EXERCISE DETAILS:
Each line of the data below that holds the word "paths" is to be reported in full.

ENTRIES SHOWN:

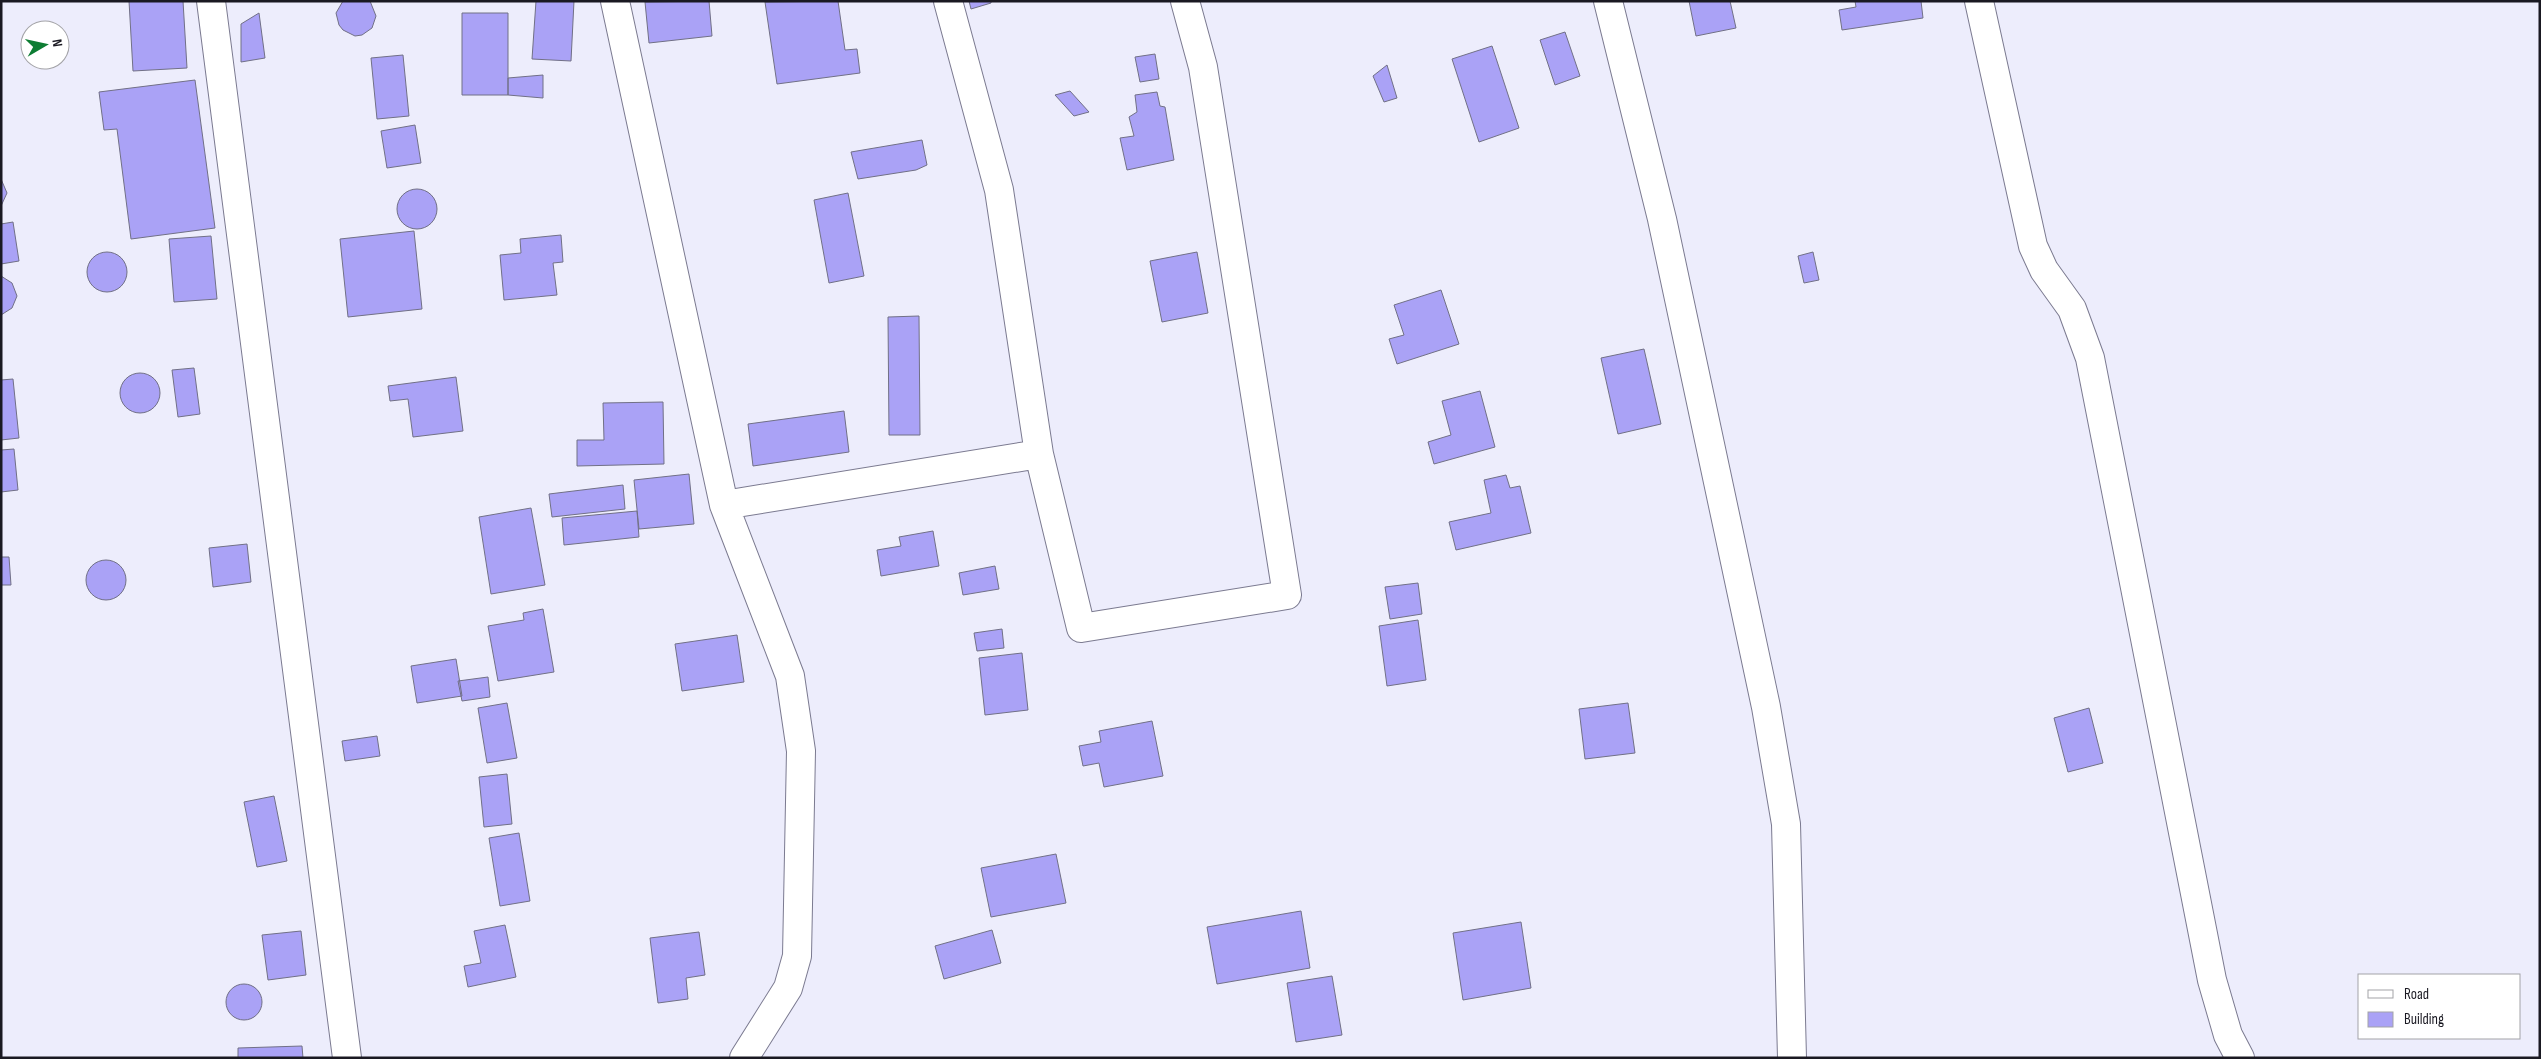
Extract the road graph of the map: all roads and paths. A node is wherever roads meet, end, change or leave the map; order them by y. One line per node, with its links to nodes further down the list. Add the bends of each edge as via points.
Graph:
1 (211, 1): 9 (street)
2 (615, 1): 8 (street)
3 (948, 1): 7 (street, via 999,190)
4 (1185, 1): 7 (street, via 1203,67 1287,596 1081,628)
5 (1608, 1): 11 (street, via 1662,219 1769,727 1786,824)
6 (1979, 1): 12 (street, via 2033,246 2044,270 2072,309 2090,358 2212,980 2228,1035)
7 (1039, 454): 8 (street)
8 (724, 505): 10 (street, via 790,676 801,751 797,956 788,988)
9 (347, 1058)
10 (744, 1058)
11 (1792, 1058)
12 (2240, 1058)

---

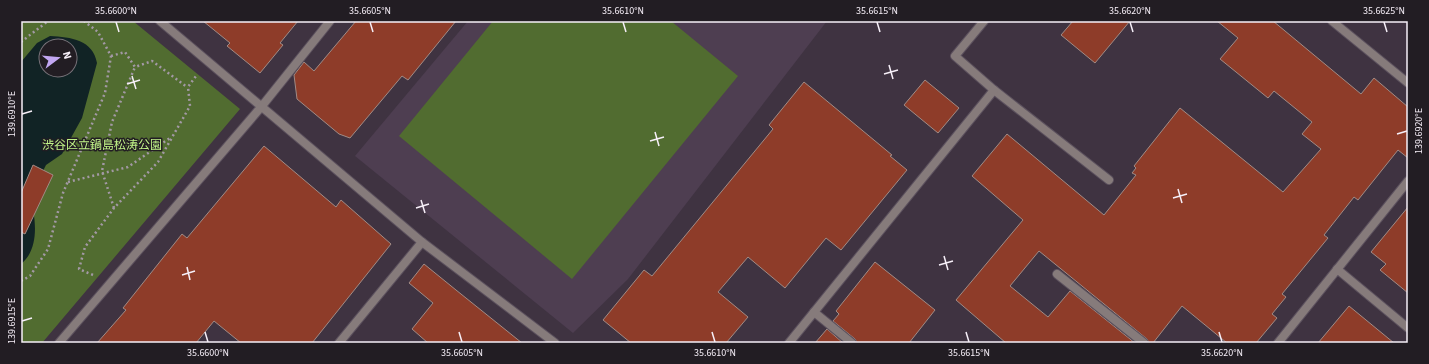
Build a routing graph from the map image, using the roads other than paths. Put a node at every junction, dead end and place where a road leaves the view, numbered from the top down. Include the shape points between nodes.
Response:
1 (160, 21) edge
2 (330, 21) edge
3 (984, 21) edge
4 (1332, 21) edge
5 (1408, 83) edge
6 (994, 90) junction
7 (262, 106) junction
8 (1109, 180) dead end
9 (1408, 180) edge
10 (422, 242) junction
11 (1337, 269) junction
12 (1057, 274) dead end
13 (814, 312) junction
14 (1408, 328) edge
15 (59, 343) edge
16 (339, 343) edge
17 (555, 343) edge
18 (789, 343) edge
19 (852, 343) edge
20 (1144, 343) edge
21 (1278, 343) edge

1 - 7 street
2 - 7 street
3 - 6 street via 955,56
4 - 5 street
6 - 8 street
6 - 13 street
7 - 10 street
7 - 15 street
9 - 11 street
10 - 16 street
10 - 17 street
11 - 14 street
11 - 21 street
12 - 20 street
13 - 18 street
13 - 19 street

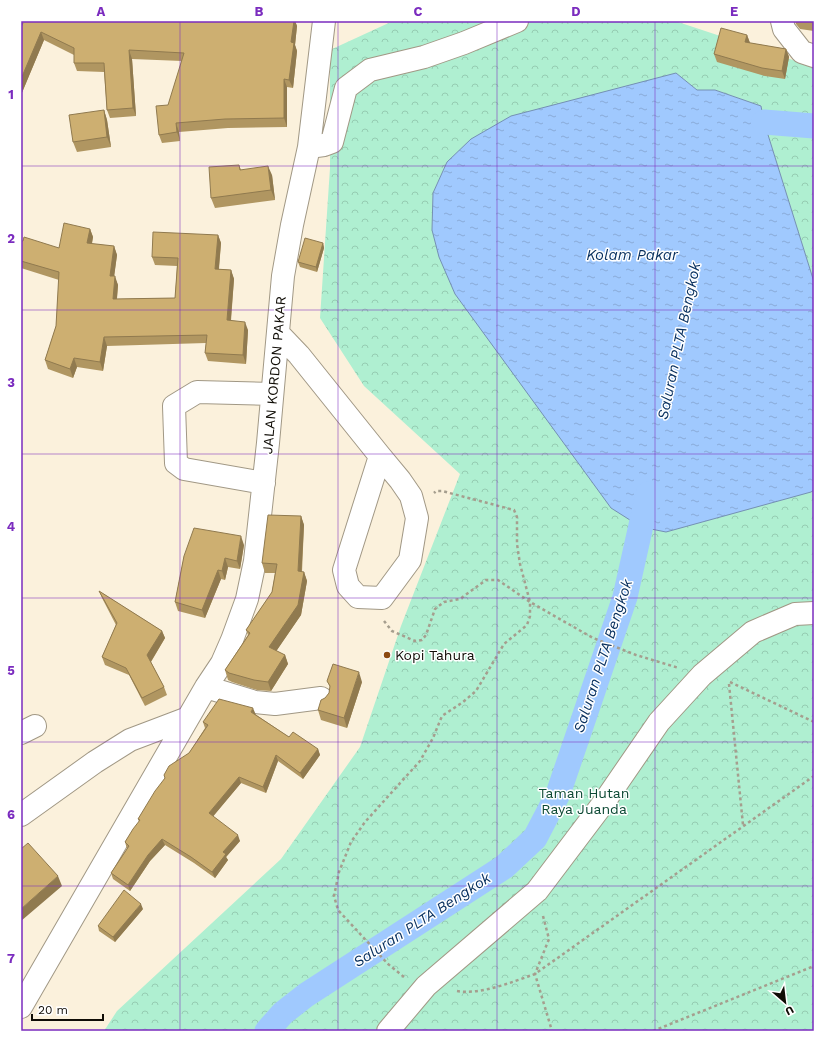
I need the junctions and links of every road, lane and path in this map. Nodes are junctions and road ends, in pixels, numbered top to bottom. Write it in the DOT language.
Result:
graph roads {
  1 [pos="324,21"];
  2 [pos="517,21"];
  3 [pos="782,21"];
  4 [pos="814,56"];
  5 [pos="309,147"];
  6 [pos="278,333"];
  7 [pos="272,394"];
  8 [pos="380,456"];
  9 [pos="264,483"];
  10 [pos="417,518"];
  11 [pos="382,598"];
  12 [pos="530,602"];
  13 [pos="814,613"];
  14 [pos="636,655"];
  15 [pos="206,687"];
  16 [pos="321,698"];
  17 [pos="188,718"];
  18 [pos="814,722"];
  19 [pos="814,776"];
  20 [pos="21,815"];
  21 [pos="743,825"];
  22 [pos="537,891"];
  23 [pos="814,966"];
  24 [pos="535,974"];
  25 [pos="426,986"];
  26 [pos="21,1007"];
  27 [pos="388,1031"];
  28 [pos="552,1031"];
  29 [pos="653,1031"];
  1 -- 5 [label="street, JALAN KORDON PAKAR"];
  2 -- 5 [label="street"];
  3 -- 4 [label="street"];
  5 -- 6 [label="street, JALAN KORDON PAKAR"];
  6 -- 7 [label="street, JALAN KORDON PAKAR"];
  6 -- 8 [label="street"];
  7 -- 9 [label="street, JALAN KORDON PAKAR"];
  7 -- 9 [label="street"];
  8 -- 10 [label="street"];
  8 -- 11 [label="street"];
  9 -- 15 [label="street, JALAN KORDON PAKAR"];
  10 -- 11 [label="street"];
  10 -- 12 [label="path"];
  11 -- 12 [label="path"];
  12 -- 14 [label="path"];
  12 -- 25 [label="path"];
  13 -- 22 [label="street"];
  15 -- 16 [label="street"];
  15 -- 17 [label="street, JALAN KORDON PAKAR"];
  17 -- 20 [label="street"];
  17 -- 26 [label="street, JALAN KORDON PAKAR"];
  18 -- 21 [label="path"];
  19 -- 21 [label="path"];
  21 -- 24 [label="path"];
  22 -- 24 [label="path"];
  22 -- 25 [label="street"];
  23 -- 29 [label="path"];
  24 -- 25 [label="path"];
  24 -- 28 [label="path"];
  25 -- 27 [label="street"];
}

RESULT OF THE TASK:
Extract the road graph of the map: all roads and paths. A node is wherever roads meet, end, change or leave the map; order them by y. One line per node, with its links to nodes further down the list. Add the bends of each edge as via points.
Build a routing graph from the map image, using the roads other than paths. Put a node at every junction, dead end and place where a road leaves the view, numbered from the top down. Include the shape points between nodes.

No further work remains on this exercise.